When I was in college and graduate school, architecture was all the rage as a major, even given a Cold War political climate. Other students in the dorm would have balsa models of their projects. On of my friends went to Princeton which offered an elaborate 5 year MFA program. That was a point: architecture was art, and a collective expression of values. So Ayn Rand made her second largest novel, The Fountainhead, center around architecture, pitting Henry Reardon against Peter Keating, and this may have correlated to the career of Frank Lloyd Wright, whose home in Pennsylvania (near Pittsburgh) I have visited.  (It did not make a good film.)

 

Nathaniel Kahn is the forty-year-old illegitimate son of Estonian-born architect Louis I. Kahn, born late in his father’s life by a second mistress. Off hand, this reminds me of the recent TheWB show One Tree Hill (the character Lucas Scott, competing with his “legitimate” half-brother named, ironically, Nathan). But what matter here to me is what the film says about “art and life.”

 

For Louis indeed had a double-edged career, designing buildings all over the world with his curve and block approach, yet died unidentified in Penn Station in New York in early 1974, broke, at a time when newspaper headlines talked about Arab oil embargos and Nixon’s odd-even and Sunday-closing gasoline rationing. His career had become publicly visible only in the early 1950s, when he was about 50 himself. Apparently many of his jobs lost money, and he did not have good “people skills” for many of his negotiations. His relationships with family were, to say the least, erratic. He “turned inside,” like many great artists.

 

The filmmaker’s view is indeed that an eccentric person missing many practical skills can still make great contributions that survive him. But then, how did Kahn attract the worldwide attention that he did without somehow authenticating himself with people? This seems like an inconsistency in the narrative.

 

As the film progresses, it shows us stunning on-location film of the Wailing Wall and other areas of Jerusalem (where a Kahn proposal failed), and finally in Dhaka, Bangladesh, where Kahn designed an enormous capitol on the water, finished after his death in 1983. The shots of the marsh area and poverty in Bangladesh are stunning.

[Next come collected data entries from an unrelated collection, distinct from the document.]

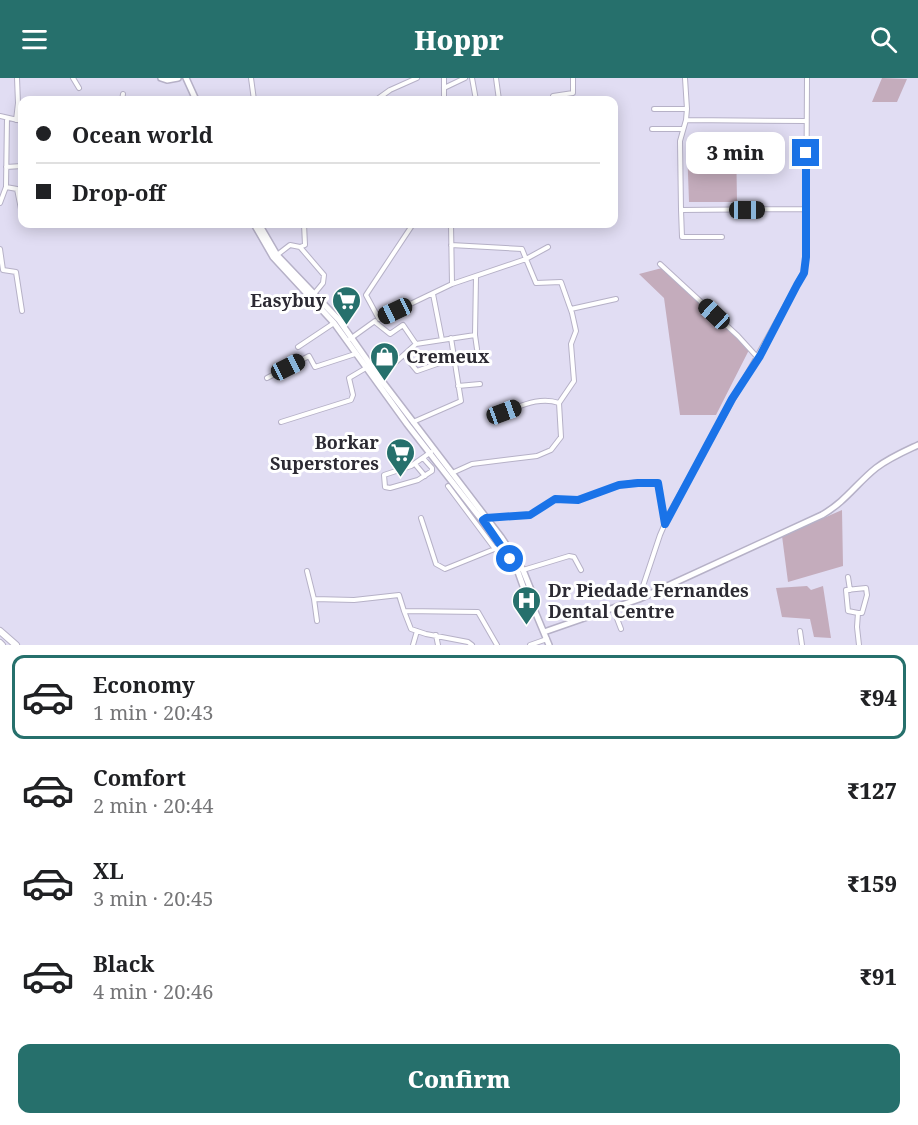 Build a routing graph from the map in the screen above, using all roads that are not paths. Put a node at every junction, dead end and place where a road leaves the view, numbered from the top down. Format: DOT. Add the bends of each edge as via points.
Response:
graph roads {
  1 [pos="17,78"];
  2 [pos="73,78"];
  3 [pos="161,78"];
  4 [pos="178,78"];
  5 [pos="186,78"];
  6 [pos="251,78"];
  7 [pos="417,78"];
  8 [pos="444,78"];
  9 [pos="465,78"];
  10 [pos="472,78"];
  11 [pos="496,78"];
  12 [pos="573,78"];
  13 [pos="686,78"];
  14 [pos="807,78"];
  15 [pos="79,88"];
  16 [pos="444,88"];
  17 [pos="194,96"];
  18 [pos="253,96"];
  19 [pos="382,96"];
  20 [pos="444,96"];
  21 [pos="475,96"];
  22 [pos="498,96"];
  23 [pos="553,96"];
  24 [pos="687,109"];
  25 [pos="654,110"];
  26 [pos="0,116"];
  27 [pos="7,118"];
  28 [pos="15,120"];
  29 [pos="18,120"];
  30 [pos="686,120"];
  31 [pos="806,121"];
  32 [pos="652,129"];
  33 [pos="683,129"];
  34 [pos="18,166"];
  35 [pos="6,168"];
  36 [pos="6,187"];
  37 [pos="18,194"];
  38 [pos="0,202"];
  39 [pos="806,209"];
  40 [pos="681,210"];
  41 [pos="256,228"];
  42 [pos="261,228"];
  43 [pos="304,228"];
  44 [pos="410,228"];
  45 [pos="451,228"];
  46 [pos="722,237"];
  47 [pos="451,245"];
  48 [pos="300,247"];
  49 [pos="548,247"];
  50 [pos="0,249"];
  51 [pos="277,255"];
  52 [pos="526,259"];
  53 [pos="660,264"];
  54 [pos="476,277"];
  55 [pos="452,284"];
  56 [pos="314,294"];
  57 [pos="433,294"];
  58 [pos="616,299"];
  59 [pos="571,309"];
  60 [pos="22,311"];
  61 [pos="377,320"];
  62 [pos="334,323"];
  63 [pos="475,335"];
  64 [pos="451,338"];
  65 [pos="349,339"];
  66 [pos="442,340"];
  67 [pos="416,344"];
  68 [pos="298,347"];
  69 [pos="477,349"];
  70 [pos="355,354"];
  71 [pos="404,354"];
  72 [pos="454,358"];
  73 [pos="758,358"];
  74 [pos="366,368"];
  75 [pos="379,377"];
  76 [pos="267,378"];
  77 [pos="480,384"];
  78 [pos="458,386"];
  79 [pos="559,403"];
  80 [pos="504,412"];
  81 [pos="281,422"];
  82 [pos="412,422"];
  83 [pos="918,445"];
  84 [pos="432,452"];
  85 [pos="423,458"];
  86 [pos="415,464"];
  87 [pos="439,465"];
  88 [pos="433,470"];
  89 [pos="452,473"];
  90 [pos="424,476"];
  91 [pos="448,486"];
  92 [pos="421,518"];
  93 [pos="484,519"];
  94 [pos="665,524"];
  95 [pos="502,546"];
  96 [pos="495,549"];
  97 [pos="523,570"];
  98 [pos="581,570"];
  99 [pos="307,571"];
  100 [pos="848,577"];
  101 [pos="850,590"];
  102 [pos="314,599"];
  103 [pos="639,599"];
  104 [pos="613,607"];
  105 [pos="534,609"];
  106 [pos="404,611"];
  107 [pos="858,614"];
  108 [pos="317,621"];
  109 [pos="621,628"];
  110 [pos="0,631"];
  111 [pos="417,631"];
  112 [pos="800,631"];
  113 [pos="544,632"];
  114 [pos="436,635"];
  115 [pos="548,642"];
  116 [pos="16,645"];
  117 [pos="412,645"];
  118 [pos="438,645"];
  119 [pos="472,645"];
  120 [pos="497,645"];
  121 [pos="530,645"];
  122 [pos="802,645"];
  123 [pos="859,645"];
  1 -- 28 [label="street"];
  2 -- 15 [label="street"];
  3 -- 4 [label="main road"];
  5 -- 17 [label="main road"];
  6 -- 18 [label="street"];
  7 -- 19 [label="street"];
  8 -- 16 [label="street"];
  9 -- 16 [label="street"];
  10 -- 21 [label="street"];
  11 -- 22 [label="street"];
  12 -- 23 [label="street" via="573,93"];
  13 -- 24 [label="street"];
  14 -- 31 [label="street"];
  16 -- 20 [label="street"];
  24 -- 25 [label="street"];
  24 -- 30 [label="street"];
  26 -- 27 [label="street"];
  27 -- 28 [label="street"];
  27 -- 35 [label="street"];
  28 -- 29 [label="street"];
  30 -- 31 [label="street"];
  30 -- 33 [label="street"];
  31 -- 39 [label="street"];
  32 -- 33 [label="street"];
  33 -- 40 [label="street"];
  34 -- 35 [label="street"];
  35 -- 36 [label="street"];
  36 -- 37 [label="street" via="17,189"];
  36 -- 38 [label="street"];
  39 -- 40 [label="street"];
  39 -- 73 [label="street" via="804,273"];
  40 -- 46 [label="street" via="682,237"];
  41 -- 62 [label="main road" via="273,257"];
  42 -- 51 [label="main road"];
  43 -- 48 [label="street" via="305,245"];
  44 -- 61 [label="street" via="366,295"];
  45 -- 47 [label="street"];
  47 -- 52 [label="street" via="522,249"];
  47 -- 55 [label="street"];
  48 -- 51 [label="street" via="290,245"];
  48 -- 56 [label="street" via="324,276"];
  49 -- 52 [label="street"];
  50 -- 60 [label="street" via="3,270 16,272"];
  51 -- 56 [label="main road"];
  52 -- 54 [label="street"];
  52 -- 59 [label="street" via="536,283 561,282"];
  53 -- 73 [label="street"];
  54 -- 55 [label="street"];
  54 -- 63 [label="street"];
  55 -- 57 [label="street"];
  56 -- 65 [label="main road" via="339,320"];
  57 -- 61 [label="street"];
  57 -- 66 [label="street"];
  58 -- 59 [label="street"];
  59 -- 79 [label="street" via="576,331 571,344 574,381"];
  61 -- 65 [label="street"];
  61 -- 67 [label="street" via="390,334 403,325"];
  62 -- 65 [label="main road"];
  62 -- 68 [label="street"];
  63 -- 64 [label="street"];
  63 -- 69 [label="street"];
  64 -- 66 [label="street"];
  64 -- 72 [label="street"];
  65 -- 70 [label="main road"];
  65 -- 75 [label="main road"];
  66 -- 67 [label="street"];
  67 -- 71 [label="street"];
  70 -- 74 [label="main road"];
  70 -- 76 [label="street" via="315,367 309,356"];
  71 -- 72 [label="street" via="417,371"];
  71 -- 75 [label="street"];
  72 -- 78 [label="street"];
  73 -- 94 [label="street"];
  74 -- 81 [label="street" via="349,378 351,400"];
  74 -- 84 [label="main road"];
  75 -- 82 [label="main road"];
  77 -- 78 [label="street"];
  78 -- 82 [label="street" via="461,401"];
  79 -- 80 [label="street" via="535,401"];
  79 -- 89 [label="street" via="561,437 551,450 537,456 472,464"];
  82 -- 84 [label="main road"];
  83 -- 103 [label="main road" via="874,470 822,515"];
  84 -- 85 [label="street"];
  84 -- 87 [label="main road"];
  84 -- 89 [label="main road"];
  85 -- 86 [label="street"];
  85 -- 88 [label="street"];
  86 -- 90 [label="street"];
  86 -- 90 [label="street" via="384,475 386,487"];
  87 -- 88 [label="street"];
  87 -- 93 [label="main road"];
  88 -- 90 [label="street"];
  89 -- 93 [label="main road"];
  91 -- 96 [label="street"];
  92 -- 96 [label="street" via="435,564 446,569"];
  93 -- 94 [label="street" via="530,515 555,499 578,500 619,485 658,483"];
  93 -- 95 [label="main road"];
  93 -- 97 [label="main road"];
  94 -- 103 [label="street"];
  95 -- 96 [label="street"];
  95 -- 105 [label="main road"];
  97 -- 98 [label="street" via="569,556 574,557"];
  97 -- 105 [label="main road" via="535,600"];
  99 -- 102 [label="street"];
  100 -- 101 [label="street"];
  101 -- 107 [label="street" via="846,590 848,611"];
  101 -- 107 [label="street" via="866,588 862,613"];
  102 -- 106 [label="street" via="399,595"];
  102 -- 108 [label="street"];
  103 -- 104 [label="main road"];
  104 -- 109 [label="street"];
  104 -- 113 [label="main road"];
  105 -- 113 [label="main road"];
  106 -- 111 [label="street" via="411,629"];
  106 -- 120 [label="street" via="478,612"];
  107 -- 123 [label="street"];
  110 -- 116 [label="highway"];
  111 -- 114 [label="street"];
  111 -- 117 [label="street"];
  112 -- 122 [label="street"];
  113 -- 115 [label="main road"];
  114 -- 118 [label="street"];
  114 -- 119 [label="street"];
  115 -- 121 [label="street"];
}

As often with independent film, the customer can see on-location shots of unusual areas that would be expensive or dangerous to visit in person. Here, I wish the film had been shot in at least the usual aspect ratio.

 

The most important legacy from Kahn may be the fact that the capitol building reinforced the commitment of Bangladesh, a Muslim nation with great poverty, to democracy, years before bringing democracy to the Muslim world would become a cornerstone of American foreign policy after the 2001 terror attacks.

 

Of course, Nathaniel establishes himself as an artist himself, a documentary filmmaker unveiling a mystery. Vitarelli’s somber orchestral music score is impressive, sounding like a mixture of Mahler and Samuel Barber.

 

This film was featured in early January 2004 at the opening of Landmark’s new E-street complex near Metro Center in Washington, D.C.

 

 Sketches of Frank Gehry (2005, Sony Pictures Classics, dir. Sydney Pollack, PG-13, 82 min, Germany) is a documentary of the work of California architect Frank Gehry, now in his 70s.  For much of the film, Sydney Pollack is conversing with him, and often shoots with his camcorder on camera! Gehry describes his philosophy of work in a low-key, off hand fashion with a tone that reminds one of Paul Rosenfels. He became known as a cubist that designed hypermodern buildings with curved metallic surfaces creating all kinds of complicated textures and inner spaces. One of his best known buildings is the Guggenheim museum completed in 1997 in Bilbao, Spain. (He designed a similar but smaller museum in New York City.) I visited Bilbao and the museum April 29-30, 2001. On the first floor there were a number of mazes (as "sculptures") that many visitors did not care for; on the third floor there was a fashion display with dolls. The film shows shots of the surrounding city along the Nervion River, with its odd practical mixture of brick and Spanish and Basque architecture that gives one the feeling, when being there, of being on another but similar planet, perhaps one of the other Dominions in Clive Barker's Imajica. (The opening scene of the 1999 James Bond film The World Is Not Enough starts at a Swiss bank in Bilbao, and it shows the Guggenheim museum clearly on location.) Gehry's career as a student got off to a rocky start, as he failed his first course in "perspective" and was told by a professor later to give it up. He would not learn to work with computers until very late (although the company Intergraph became very important to architects in the 1980s).  In his boyhood he had enjoyed making models of cities and buildings. I can recall doing that as a kid, building cities with blocks on the basement floor, and then in Ohio on a long narrow sidewalk that led back to the privy.  

 

Magnificent Obsession: Frank Lloyd Wright's Buildings and Legacy in Japan (2005, Facets, dir. Karen Severns and Kochi Mori, 126 min, G) is a documentary detailed architect Frank Lloyd Wright's work in Japan over many decades. One of his most important buildings was the Imperial Hotel which withstood earthquake and fire but would undergo the demolition ball after World War II, the demolition costing more than the construction. The changes wrought by WWII are covered. The title of the movie reminds me of an important Universal picture in 1954 about a medical dilemma, a film still not on DVD yet. 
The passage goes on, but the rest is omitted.